As requested, a simpler set of examples is below.
Example 1 - Collapsing Character Variables
The fct_collapse
function wrongly classifies raspberry as a vegetable, rather than broccoli.
library(forcats)
library(dplyr)
library(tibble)
df <-
tibble(item = c("apple", "grape", "banana", "broccoli", "raspberry"))
df %>%
mutate(category = fct_collapse(item,
fruit = c("apple", "grape", "banana", "raspberry"),
vegetables = "broccoli", group_other = TRUE))
#> # A tibble: 5 x 2
#> item category
#> <chr> <fct>
#> 1 apple fruit
#> 2 grape fruit
#> 3 banana fruit
#> 4 broccoli fruit
#> 5 raspberry vegetables
Example 2 - Collapsing _Factor_Variables
For clarity, and contrary to my previous explanation, this bug affects both character and factor variables (since fct_collapse
converts the .f
argument to a factor if it is a character variable):
df <-
tibble(item = factor(c("apple", "grape", "banana", "broccoli", "raspberry")))
df %>%
mutate(category = fct_collapse(item,
fruit = c("apple", "grape", "banana", "raspberry"),
vegetables = "broccoli", group_other = TRUE))
#> # A tibble: 5 x 2
#> item category
#> <fct> <fct>
#> 1 apple fruit
#> 2 grape fruit
#> 3 banana fruit
#> 4 broccoli fruit
#> 5 raspberry vegetables
Example 3 - with group_other
argument set to FALSE
Just to demonstrate that this bug does not occur when group_other
is set to FALSE
:
df <-
tibble(item = factor(c("apple", "grape", "banana", "broccoli", "raspberry")))
df %>%
mutate(category = fct_collapse(item,
fruit = c("apple", "grape", "banana", "raspberry"),
vegetables = "broccoli", group_other = FALSE))
#> # A tibble: 5 x 2
#> item category
#> <fct> <fct>
#> 1 apple fruit
#> 2 grape fruit
#> 3 banana fruit
#> 4 broccoli vegetables
#> 5 raspberry fruit
Session Info
sessionInfo()
#> R version 3.5.2 (2018-12-20)
#> Platform: x86_64-w64-mingw32/x64 (64-bit)
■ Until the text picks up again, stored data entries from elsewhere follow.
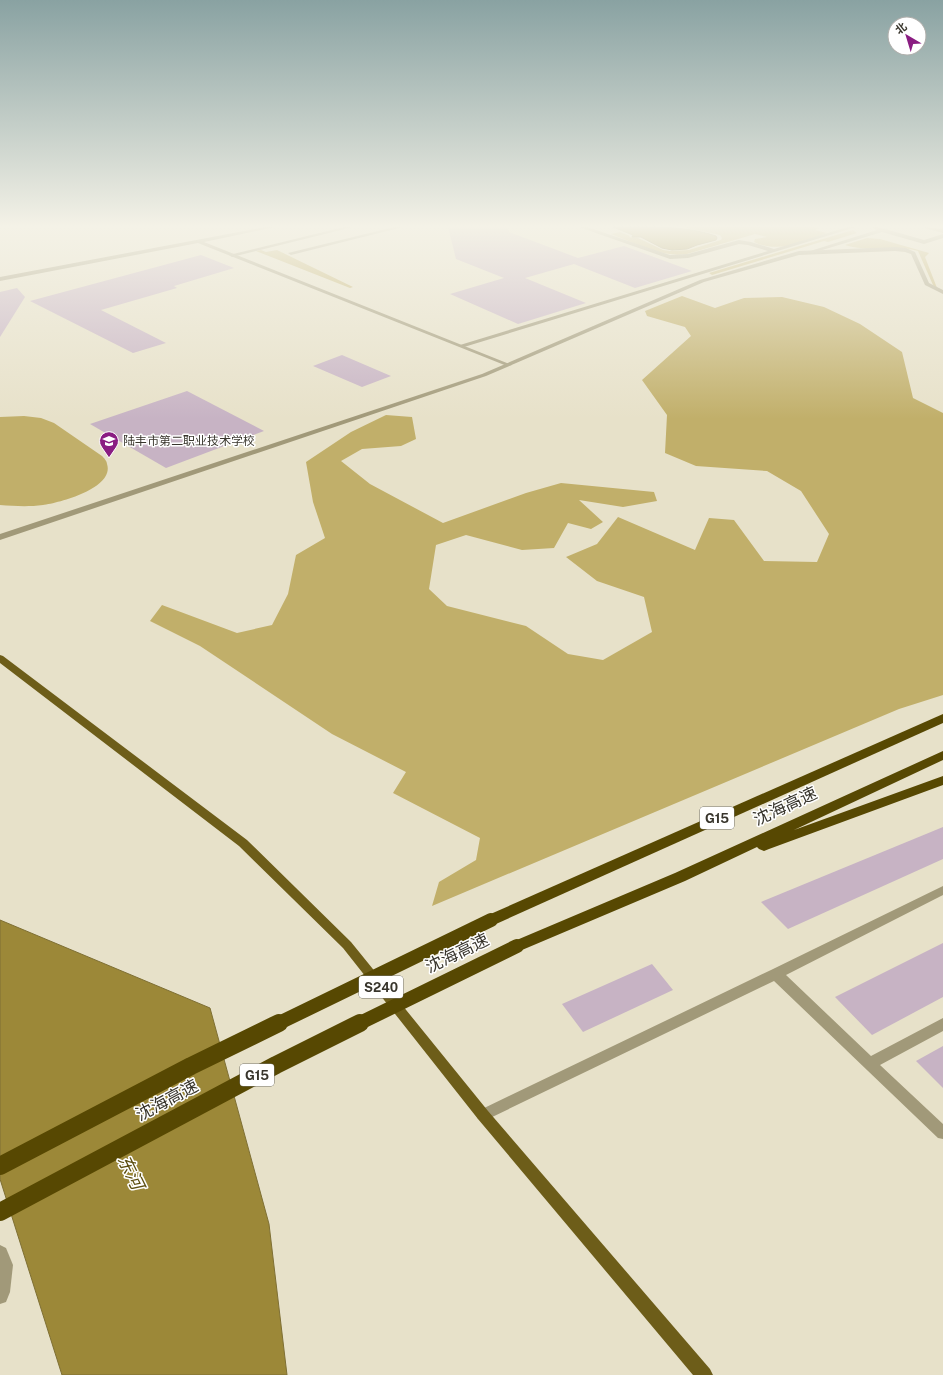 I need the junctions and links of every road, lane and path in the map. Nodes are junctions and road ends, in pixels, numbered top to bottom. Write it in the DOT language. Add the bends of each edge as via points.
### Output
graph roads {
  1 [pos="323,291"];
  2 [pos="642,291"];
  3 [pos="678,291"];
  4 [pos="462,346"];
  5 [pos="509,364"];
  6 [pos="0,537"];
  7 [pos="0,658"];
  8 [pos="943,718"];
  9 [pos="943,755"];
  10 [pos="943,780"];
  11 [pos="680,877"];
  12 [pos="943,890"];
  13 [pos="776,974"];
  14 [pos="943,1024"];
  15 [pos="869,1064"];
  16 [pos="483,1115"];
  17 [pos="943,1134"];
  18 [pos="0,1166"];
  19 [pos="0,1212"];
  20 [pos="0,1253"];
  21 [pos="0,1296"];
  22 [pos="704,1375"];
  1 -- 4 [label="street"];
  2 -- 4 [label="street"];
  3 -- 5 [label="street"];
  4 -- 5 [label="street"];
  5 -- 6 [label="street" via="484,375"];
  7 -- 16 [label="main road, S240" via="243,843 346,945"];
  8 -- 18 [label="highway, 沈海高速 / G15, bridge" via="491,920 191,1066"];
  9 -- 11 [label="highway, 沈海高速 / G15"];
  10 -- 11 [label="highway"];
  11 -- 19 [label="highway, 沈海高速 / G15, bridge" via="517,946 276,1065"];
  12 -- 13 [label="street"];
  13 -- 15 [label="street"];
  13 -- 16 [label="street"];
  14 -- 15 [label="street"];
  15 -- 17 [label="street"];
  16 -- 22 [label="main road, S240"];
  20 -- 21 [label="street" via="5,1265"];
} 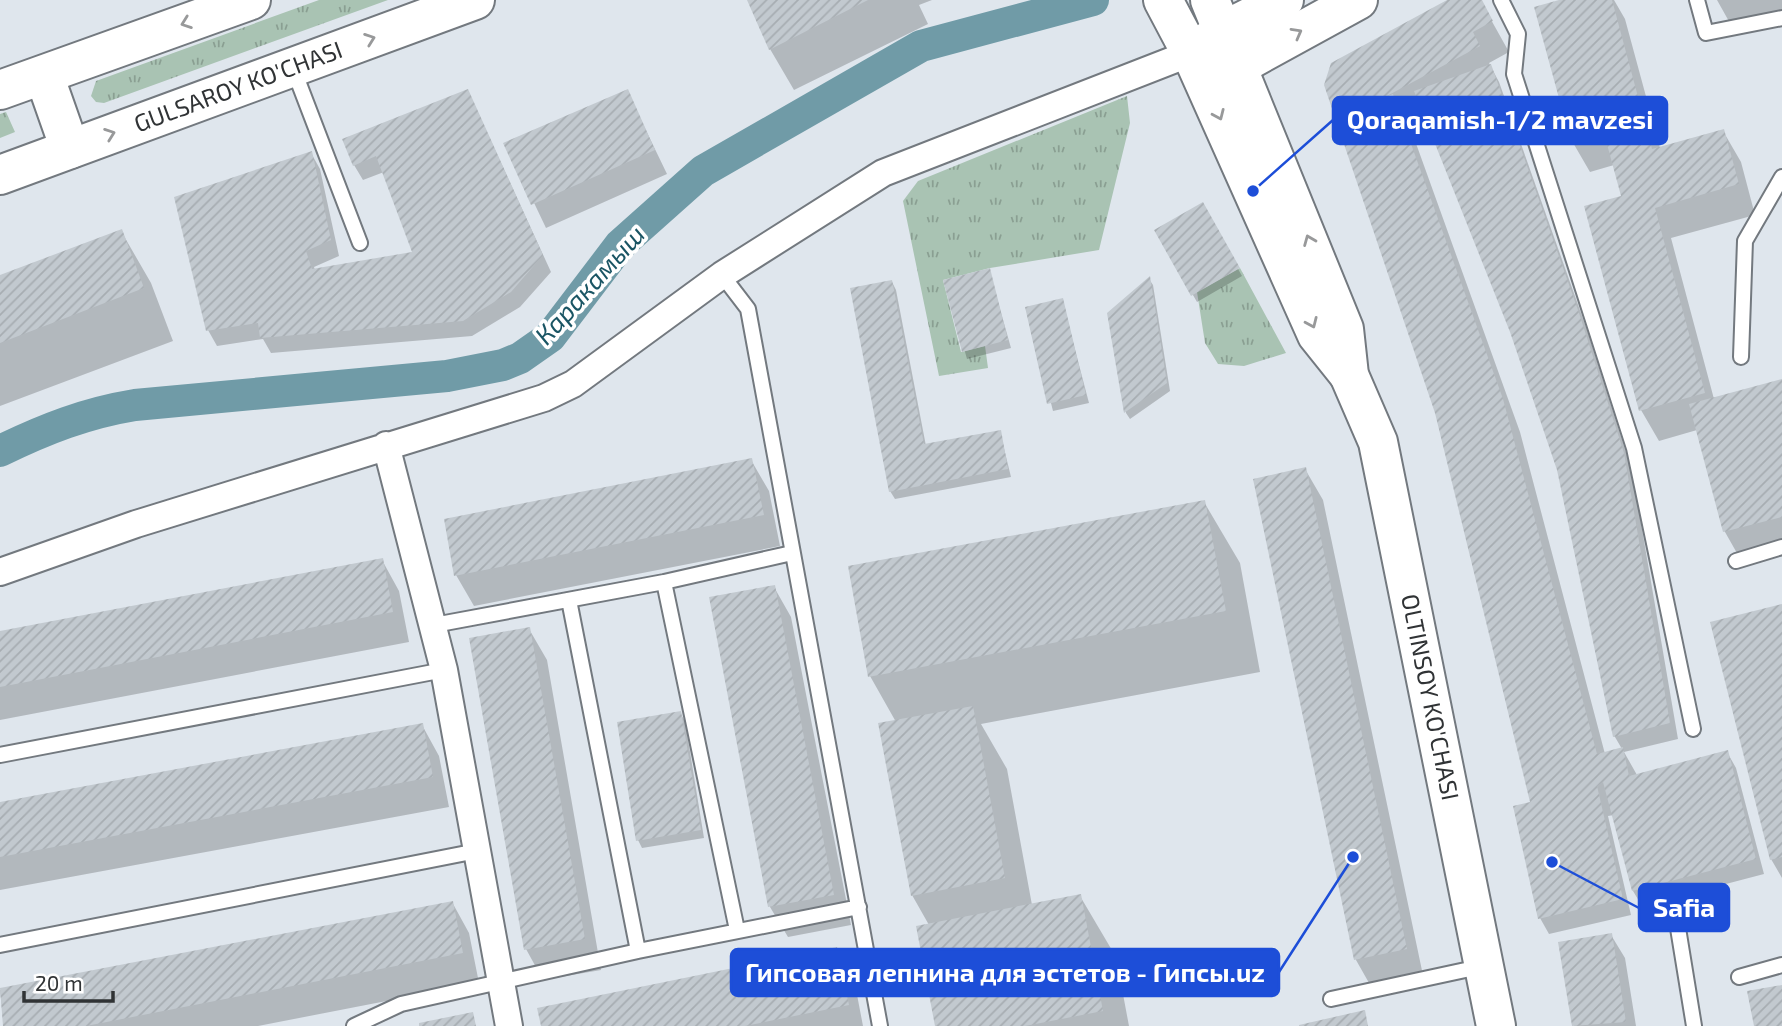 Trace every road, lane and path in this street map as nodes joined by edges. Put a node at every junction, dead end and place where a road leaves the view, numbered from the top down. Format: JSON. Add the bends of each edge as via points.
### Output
{"nodes":[{"id":1,"x":251,"y":0,"type":"edge"},
{"id":2,"x":475,"y":0,"type":"edge"},
{"id":3,"x":1284,"y":0,"type":"edge"},
{"id":4,"x":1357,"y":0,"type":"edge"},
{"id":5,"x":1501,"y":0,"type":"edge"},
{"id":6,"x":1697,"y":0,"type":"edge"},
{"id":7,"x":1165,"y":2,"type":"edge"},
{"id":8,"x":1217,"y":15,"type":"edge"},
{"id":9,"x":1782,"y":18,"type":"edge"},
{"id":10,"x":1191,"y":53,"type":"junction"},
{"id":11,"x":1238,"y":66,"type":"junction"},
{"id":12,"x":293,"y":67,"type":"junction"},
{"id":13,"x":44,"y":75,"type":"junction"},
{"id":14,"x":0,"y":90,"type":"edge"},
{"id":15,"x":70,"y":149,"type":"junction"},
{"id":16,"x":0,"y":175,"type":"edge"},
{"id":17,"x":1782,"y":177,"type":"edge"},
{"id":18,"x":360,"y":243,"type":"dead end"},
{"id":19,"x":722,"y":275,"type":"junction"},
{"id":20,"x":1741,"y":357,"type":"dead end"},
{"id":21,"x":1349,"y":374,"type":"junction"},
{"id":22,"x":386,"y":445,"type":"junction"},
{"id":23,"x":1782,"y":547,"type":"edge"},
{"id":24,"x":792,"y":553,"type":"junction"},
{"id":25,"x":1736,"y":561,"type":"dead end"},
{"id":26,"x":0,"y":572,"type":"edge"},
{"id":27,"x":664,"y":582,"type":"junction"},
{"id":28,"x":569,"y":600,"type":"junction"},
{"id":29,"x":434,"y":625,"type":"junction"},
{"id":30,"x":444,"y":670,"type":"junction"},
{"id":31,"x":1693,"y":729,"type":"dead end"},
{"id":32,"x":0,"y":755,"type":"edge"},
{"id":33,"x":477,"y":850,"type":"junction"},
{"id":34,"x":859,"y":907,"type":"junction"},
{"id":35,"x":1676,"y":922,"type":"dead end"},
{"id":36,"x":737,"y":930,"type":"junction"},
{"id":37,"x":0,"y":945,"type":"edge"},
{"id":38,"x":638,"y":951,"type":"junction"},
{"id":39,"x":1782,"y":965,"type":"edge"},
{"id":40,"x":1484,"y":966,"type":"junction"},
{"id":41,"x":1739,"y":976,"type":"dead end"},
{"id":42,"x":500,"y":982,"type":"junction"},
{"id":43,"x":1331,"y":999,"type":"dead end"},
{"id":44,"x":354,"y":1026,"type":"edge"},
{"id":45,"x":509,"y":1026,"type":"edge"},
{"id":46,"x":880,"y":1026,"type":"edge"},
{"id":47,"x":1496,"y":1026,"type":"edge"},
{"id":48,"x":1694,"y":1026,"type":"edge"}],
"edges":[{"from":1,"to":13,"type":"street","one_way":true},
{"from":12,"to":2,"type":"street","name":"GULSAROY KO'CHASI","one_way":true},
{"from":3,"to":8,"type":"street"},
{"from":11,"to":4,"type":"street","one_way":true},
{"from":5,"to":31,"type":"lane","via":[[1518,34],[1514,75],[1634,448]]},
{"from":6,"to":9,"type":"lane","via":[[1706,33]]},
{"from":7,"to":10,"type":"street"},
{"from":8,"to":10,"type":"street"},
{"from":8,"to":11,"type":"street"},
{"from":10,"to":11,"type":"street"},
{"from":10,"to":19,"type":"street","via":[[883,173]]},
{"from":10,"to":21,"type":"street","name":"OLTINSOY KO'CHASI","one_way":true,"via":[[1317,335]]},
{"from":21,"to":11,"type":"street","name":"OLTINSOY KO'CHASI","one_way":true,"via":[[1344,329]]},
{"from":15,"to":12,"type":"street","name":"GULSAROY KO'CHASI","one_way":true},
{"from":12,"to":18,"type":"lane"},
{"from":13,"to":14,"type":"street"},
{"from":13,"to":15,"type":"street"},
{"from":15,"to":16,"type":"street","name":"GULSAROY KO'CHASI"},
{"from":17,"to":20,"type":"lane","via":[[1745,241]]},
{"from":19,"to":22,"type":"street","via":[[572,384],[504,412]]},
{"from":19,"to":24,"type":"lane","via":[[748,309]]},
{"from":21,"to":40,"type":"street","name":"OLTINSOY KO'CHASI","via":[[1378,442]]},
{"from":22,"to":26,"type":"street"},
{"from":22,"to":29,"type":"street"},
{"from":23,"to":25,"type":"lane"},
{"from":24,"to":27,"type":"lane"},
{"from":24,"to":34,"type":"lane"},
{"from":27,"to":28,"type":"lane"},
{"from":27,"to":36,"type":"lane"},
{"from":28,"to":29,"type":"lane"},
{"from":28,"to":38,"type":"lane"},
{"from":29,"to":30,"type":"street"},
{"from":30,"to":32,"type":"lane"},
{"from":30,"to":33,"type":"street"},
{"from":33,"to":37,"type":"lane"},
{"from":33,"to":42,"type":"street"},
{"from":34,"to":36,"type":"lane"},
{"from":34,"to":46,"type":"lane"},
{"from":35,"to":48,"type":"lane"},
{"from":36,"to":38,"type":"lane"},
{"from":38,"to":42,"type":"lane"},
{"from":39,"to":41,"type":"lane"},
{"from":40,"to":43,"type":"lane"},
{"from":40,"to":47,"type":"street","name":"OLTINSOY KO'CHASI"},
{"from":42,"to":44,"type":"lane","via":[[401,1004]]},
{"from":42,"to":45,"type":"street"}]}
#> Running under: Windows 10 x64 (build 17134)
#>
#> Matrix products: default
#>
#> locale:
#> [1] LC_COLLATE=English_United Kingdom.1252
#> [2] LC_CTYPE=English_United Kingdom.1252
#> [3] LC_MONETARY=English_United Kingdom.1252
#> [4] LC_NUMERIC=C
#> [5] LC_TIME=English_United Kingdom.1252
#>
#> attached base packages:
#> [1] stats graphics grDevices utils datasets methods base
#>
#> other attached packages:
#> [1] bindrcpp_0.2.2 tibble_2.0.1 dplyr_0.7.8
#> [4] forcats_0.4.0.9000
#>
#> loaded via a namespace (and not attached):
#> [1] Rcpp_1.0.0 knitr_1.21 bindr_0.1.1 magrittr_1.5
#> [5] tidyselect_0.2.5 R6_2.3.0 rlang_0.3.1 fansi_0.4.0
#> [9] stringr_1.4.0 highr_0.7 tools_3.5.2 xfun_0.4
#> [13] utf8_1.1.4 cli_1.0.1 htmltools_0.3.6 yaml_2.2.0
#> [17] digest_0.6.18 assertthat_0.2.0 crayon_1.3.4 purrr_0.3.0
#> [21] glue_1.3.0 evaluate_0.12 rmarkdown_1.11 stringi_1.2.4
#> [25] compiler_3.5.2 pillar_1.3.1 pkgconfig_2.0.2
Created on 2019-02-17 by the reprex package (v0.2.1)